- **Exercise aim**
Repeat exactly, please, the opening lines of the data below, through and including the line where "cr.restore()" sits.
-------------------------
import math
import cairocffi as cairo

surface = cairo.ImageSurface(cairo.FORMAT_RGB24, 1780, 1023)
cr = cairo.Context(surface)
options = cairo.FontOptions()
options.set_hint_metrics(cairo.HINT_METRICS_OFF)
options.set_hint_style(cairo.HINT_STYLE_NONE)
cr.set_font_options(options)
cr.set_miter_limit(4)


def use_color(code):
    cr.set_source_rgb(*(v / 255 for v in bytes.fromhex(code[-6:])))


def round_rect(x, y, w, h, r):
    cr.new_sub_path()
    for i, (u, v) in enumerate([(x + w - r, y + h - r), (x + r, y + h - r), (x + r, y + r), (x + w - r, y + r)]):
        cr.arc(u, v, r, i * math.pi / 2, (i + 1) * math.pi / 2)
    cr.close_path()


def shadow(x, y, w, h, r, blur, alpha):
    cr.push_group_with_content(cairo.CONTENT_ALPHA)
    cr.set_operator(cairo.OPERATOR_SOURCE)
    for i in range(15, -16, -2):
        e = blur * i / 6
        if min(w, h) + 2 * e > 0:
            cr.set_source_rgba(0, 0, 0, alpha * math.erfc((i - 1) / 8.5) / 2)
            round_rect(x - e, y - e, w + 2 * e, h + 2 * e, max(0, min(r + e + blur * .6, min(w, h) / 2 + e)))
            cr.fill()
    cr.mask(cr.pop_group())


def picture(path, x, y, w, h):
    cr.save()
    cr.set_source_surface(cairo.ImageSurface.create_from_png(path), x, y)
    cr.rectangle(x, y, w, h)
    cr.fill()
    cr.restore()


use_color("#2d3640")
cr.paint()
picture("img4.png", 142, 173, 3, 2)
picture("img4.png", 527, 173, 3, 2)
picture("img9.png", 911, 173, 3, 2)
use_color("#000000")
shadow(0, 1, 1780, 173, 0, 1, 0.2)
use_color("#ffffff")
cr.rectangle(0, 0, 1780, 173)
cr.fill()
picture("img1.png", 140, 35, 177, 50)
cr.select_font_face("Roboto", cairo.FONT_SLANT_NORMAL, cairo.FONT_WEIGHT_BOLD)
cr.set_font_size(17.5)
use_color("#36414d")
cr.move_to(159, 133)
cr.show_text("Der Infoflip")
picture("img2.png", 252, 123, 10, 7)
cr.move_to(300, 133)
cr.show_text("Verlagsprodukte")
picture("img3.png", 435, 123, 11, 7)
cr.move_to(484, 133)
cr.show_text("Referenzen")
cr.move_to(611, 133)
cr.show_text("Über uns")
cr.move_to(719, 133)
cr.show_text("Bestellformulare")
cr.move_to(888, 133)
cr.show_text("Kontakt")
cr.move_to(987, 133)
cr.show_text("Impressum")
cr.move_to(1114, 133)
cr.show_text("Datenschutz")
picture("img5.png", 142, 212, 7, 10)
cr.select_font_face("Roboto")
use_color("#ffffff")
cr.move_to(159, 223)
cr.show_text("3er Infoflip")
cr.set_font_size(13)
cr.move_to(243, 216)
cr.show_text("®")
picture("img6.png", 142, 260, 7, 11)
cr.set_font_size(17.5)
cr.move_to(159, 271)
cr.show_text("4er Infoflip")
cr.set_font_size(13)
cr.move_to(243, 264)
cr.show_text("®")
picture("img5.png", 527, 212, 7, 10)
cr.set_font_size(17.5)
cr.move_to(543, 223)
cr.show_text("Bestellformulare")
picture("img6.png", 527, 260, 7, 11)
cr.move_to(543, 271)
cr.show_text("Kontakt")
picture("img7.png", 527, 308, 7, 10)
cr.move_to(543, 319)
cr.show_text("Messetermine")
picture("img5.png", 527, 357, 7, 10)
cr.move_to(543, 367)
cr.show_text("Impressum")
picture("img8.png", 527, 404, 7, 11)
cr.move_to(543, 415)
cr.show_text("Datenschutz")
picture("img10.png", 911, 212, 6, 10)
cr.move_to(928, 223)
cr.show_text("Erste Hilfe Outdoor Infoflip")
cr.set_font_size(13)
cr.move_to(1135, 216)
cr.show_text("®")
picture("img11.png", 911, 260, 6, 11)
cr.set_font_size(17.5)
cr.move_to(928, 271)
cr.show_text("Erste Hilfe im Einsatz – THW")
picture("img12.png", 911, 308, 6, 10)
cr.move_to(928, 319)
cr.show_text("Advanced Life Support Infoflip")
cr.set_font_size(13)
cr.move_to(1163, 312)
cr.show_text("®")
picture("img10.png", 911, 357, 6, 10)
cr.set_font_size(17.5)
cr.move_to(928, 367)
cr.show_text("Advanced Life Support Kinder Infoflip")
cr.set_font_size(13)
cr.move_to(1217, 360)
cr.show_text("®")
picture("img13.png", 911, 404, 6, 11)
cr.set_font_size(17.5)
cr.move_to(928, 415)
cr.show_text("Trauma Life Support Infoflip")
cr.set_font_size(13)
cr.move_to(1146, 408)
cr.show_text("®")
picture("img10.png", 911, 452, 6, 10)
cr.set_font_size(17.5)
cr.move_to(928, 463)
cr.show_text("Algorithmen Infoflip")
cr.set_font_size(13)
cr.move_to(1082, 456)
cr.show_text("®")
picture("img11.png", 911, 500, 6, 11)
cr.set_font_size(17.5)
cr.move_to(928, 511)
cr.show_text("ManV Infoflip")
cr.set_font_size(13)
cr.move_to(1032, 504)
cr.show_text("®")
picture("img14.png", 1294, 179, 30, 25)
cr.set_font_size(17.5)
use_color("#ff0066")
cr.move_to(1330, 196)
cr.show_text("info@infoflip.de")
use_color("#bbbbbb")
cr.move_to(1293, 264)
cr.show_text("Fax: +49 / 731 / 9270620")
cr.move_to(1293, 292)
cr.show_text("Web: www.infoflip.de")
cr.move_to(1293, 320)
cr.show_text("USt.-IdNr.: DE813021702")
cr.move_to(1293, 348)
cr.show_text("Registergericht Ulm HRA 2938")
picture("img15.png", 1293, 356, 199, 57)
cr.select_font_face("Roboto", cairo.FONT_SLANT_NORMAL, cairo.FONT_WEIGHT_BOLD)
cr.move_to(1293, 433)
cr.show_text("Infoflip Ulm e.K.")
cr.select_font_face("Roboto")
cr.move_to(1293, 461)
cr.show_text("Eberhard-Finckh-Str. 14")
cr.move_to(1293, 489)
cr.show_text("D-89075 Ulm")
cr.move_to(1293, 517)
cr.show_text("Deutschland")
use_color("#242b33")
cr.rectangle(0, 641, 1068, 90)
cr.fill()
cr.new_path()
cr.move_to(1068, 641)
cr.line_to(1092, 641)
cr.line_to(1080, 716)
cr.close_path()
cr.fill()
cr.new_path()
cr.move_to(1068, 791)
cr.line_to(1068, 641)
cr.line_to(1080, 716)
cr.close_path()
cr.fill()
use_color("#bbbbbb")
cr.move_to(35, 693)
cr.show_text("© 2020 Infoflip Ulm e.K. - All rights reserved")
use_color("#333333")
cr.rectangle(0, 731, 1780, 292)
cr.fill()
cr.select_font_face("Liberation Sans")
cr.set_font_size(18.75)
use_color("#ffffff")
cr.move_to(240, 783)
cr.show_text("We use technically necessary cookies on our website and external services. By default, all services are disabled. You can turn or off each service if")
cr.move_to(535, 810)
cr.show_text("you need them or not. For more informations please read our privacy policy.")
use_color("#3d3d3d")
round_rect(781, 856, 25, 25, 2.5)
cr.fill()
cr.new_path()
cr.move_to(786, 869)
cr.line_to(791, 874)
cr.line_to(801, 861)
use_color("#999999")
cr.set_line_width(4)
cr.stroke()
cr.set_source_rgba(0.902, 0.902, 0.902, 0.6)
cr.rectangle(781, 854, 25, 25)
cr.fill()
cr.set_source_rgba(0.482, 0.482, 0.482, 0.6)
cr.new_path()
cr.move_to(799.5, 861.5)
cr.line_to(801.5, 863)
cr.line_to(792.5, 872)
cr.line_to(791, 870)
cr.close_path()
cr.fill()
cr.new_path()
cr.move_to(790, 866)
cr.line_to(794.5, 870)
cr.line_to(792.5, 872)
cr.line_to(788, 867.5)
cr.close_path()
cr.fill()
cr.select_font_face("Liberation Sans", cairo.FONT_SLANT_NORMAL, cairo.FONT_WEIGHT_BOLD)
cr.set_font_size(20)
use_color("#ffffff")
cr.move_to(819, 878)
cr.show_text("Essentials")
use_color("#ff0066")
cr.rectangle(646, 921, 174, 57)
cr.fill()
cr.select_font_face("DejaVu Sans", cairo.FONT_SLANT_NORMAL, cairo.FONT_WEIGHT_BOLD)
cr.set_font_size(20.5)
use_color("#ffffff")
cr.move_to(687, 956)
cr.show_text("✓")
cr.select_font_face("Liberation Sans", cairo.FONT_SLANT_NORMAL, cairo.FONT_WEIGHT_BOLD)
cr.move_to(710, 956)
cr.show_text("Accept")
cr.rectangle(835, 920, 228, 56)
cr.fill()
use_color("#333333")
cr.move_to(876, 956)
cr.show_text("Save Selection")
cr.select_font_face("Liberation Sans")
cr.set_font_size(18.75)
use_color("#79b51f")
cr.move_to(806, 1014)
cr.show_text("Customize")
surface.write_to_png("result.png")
-------------------------
- **Task output**
import math
import cairocffi as cairo

surface = cairo.ImageSurface(cairo.FORMAT_RGB24, 1780, 1023)
cr = cairo.Context(surface)
options = cairo.FontOptions()
options.set_hint_metrics(cairo.HINT_METRICS_OFF)
options.set_hint_style(cairo.HINT_STYLE_NONE)
cr.set_font_options(options)
cr.set_miter_limit(4)


def use_color(code):
    cr.set_source_rgb(*(v / 255 for v in bytes.fromhex(code[-6:])))


def round_rect(x, y, w, h, r):
    cr.new_sub_path()
    for i, (u, v) in enumerate([(x + w - r, y + h - r), (x + r, y + h - r), (x + r, y + r), (x + w - r, y + r)]):
        cr.arc(u, v, r, i * math.pi / 2, (i + 1) * math.pi / 2)
    cr.close_path()


def shadow(x, y, w, h, r, blur, alpha):
    cr.push_group_with_content(cairo.CONTENT_ALPHA)
    cr.set_operator(cairo.OPERATOR_SOURCE)
    for i in range(15, -16, -2):
        e = blur * i / 6
        if min(w, h) + 2 * e > 0:
            cr.set_source_rgba(0, 0, 0, alpha * math.erfc((i - 1) / 8.5) / 2)
            round_rect(x - e, y - e, w + 2 * e, h + 2 * e, max(0, min(r + e + blur * .6, min(w, h) / 2 + e)))
            cr.fill()
    cr.mask(cr.pop_group())


def picture(path, x, y, w, h):
    cr.save()
    cr.set_source_surface(cairo.ImageSurface.create_from_png(path), x, y)
    cr.rectangle(x, y, w, h)
    cr.fill()
    cr.restore()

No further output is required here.